#### Activity
Scan the listing below for lines with "node" in them. Give their number and nothing more.

#### Given data
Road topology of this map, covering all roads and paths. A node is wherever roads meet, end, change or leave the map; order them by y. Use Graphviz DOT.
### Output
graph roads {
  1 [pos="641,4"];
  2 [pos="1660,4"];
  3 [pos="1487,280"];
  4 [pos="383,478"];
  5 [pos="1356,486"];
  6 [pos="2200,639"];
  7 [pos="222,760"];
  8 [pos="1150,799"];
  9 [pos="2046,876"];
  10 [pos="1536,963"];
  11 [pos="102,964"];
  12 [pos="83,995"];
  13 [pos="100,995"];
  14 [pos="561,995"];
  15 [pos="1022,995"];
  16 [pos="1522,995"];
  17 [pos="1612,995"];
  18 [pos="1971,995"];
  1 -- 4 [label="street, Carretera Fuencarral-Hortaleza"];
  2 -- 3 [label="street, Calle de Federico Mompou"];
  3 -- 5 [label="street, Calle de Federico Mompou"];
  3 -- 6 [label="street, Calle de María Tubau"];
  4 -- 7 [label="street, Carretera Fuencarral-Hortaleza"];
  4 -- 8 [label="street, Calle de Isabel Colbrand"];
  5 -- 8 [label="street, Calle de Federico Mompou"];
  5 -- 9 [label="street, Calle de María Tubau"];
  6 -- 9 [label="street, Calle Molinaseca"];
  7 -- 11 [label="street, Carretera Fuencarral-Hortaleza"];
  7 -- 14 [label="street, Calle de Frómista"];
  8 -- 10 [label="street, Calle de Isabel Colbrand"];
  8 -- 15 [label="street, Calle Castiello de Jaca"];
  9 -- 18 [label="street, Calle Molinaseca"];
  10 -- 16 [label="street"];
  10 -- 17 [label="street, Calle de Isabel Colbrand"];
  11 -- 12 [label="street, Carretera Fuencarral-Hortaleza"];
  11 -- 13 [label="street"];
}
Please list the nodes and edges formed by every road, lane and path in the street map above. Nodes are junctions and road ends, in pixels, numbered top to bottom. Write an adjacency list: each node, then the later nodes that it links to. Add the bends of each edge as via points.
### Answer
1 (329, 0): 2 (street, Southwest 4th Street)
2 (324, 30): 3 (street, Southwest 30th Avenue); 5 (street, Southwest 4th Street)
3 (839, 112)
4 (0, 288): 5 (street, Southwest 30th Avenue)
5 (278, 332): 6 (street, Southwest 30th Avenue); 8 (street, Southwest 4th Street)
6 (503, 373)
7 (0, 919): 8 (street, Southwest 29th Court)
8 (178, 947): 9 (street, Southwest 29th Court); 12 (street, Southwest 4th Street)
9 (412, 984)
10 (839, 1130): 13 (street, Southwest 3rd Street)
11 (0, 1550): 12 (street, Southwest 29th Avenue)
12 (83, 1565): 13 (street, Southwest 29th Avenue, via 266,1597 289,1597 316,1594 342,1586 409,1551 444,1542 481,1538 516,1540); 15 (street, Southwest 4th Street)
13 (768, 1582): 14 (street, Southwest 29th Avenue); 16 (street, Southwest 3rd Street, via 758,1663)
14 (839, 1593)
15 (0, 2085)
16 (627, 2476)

#### Answer box
2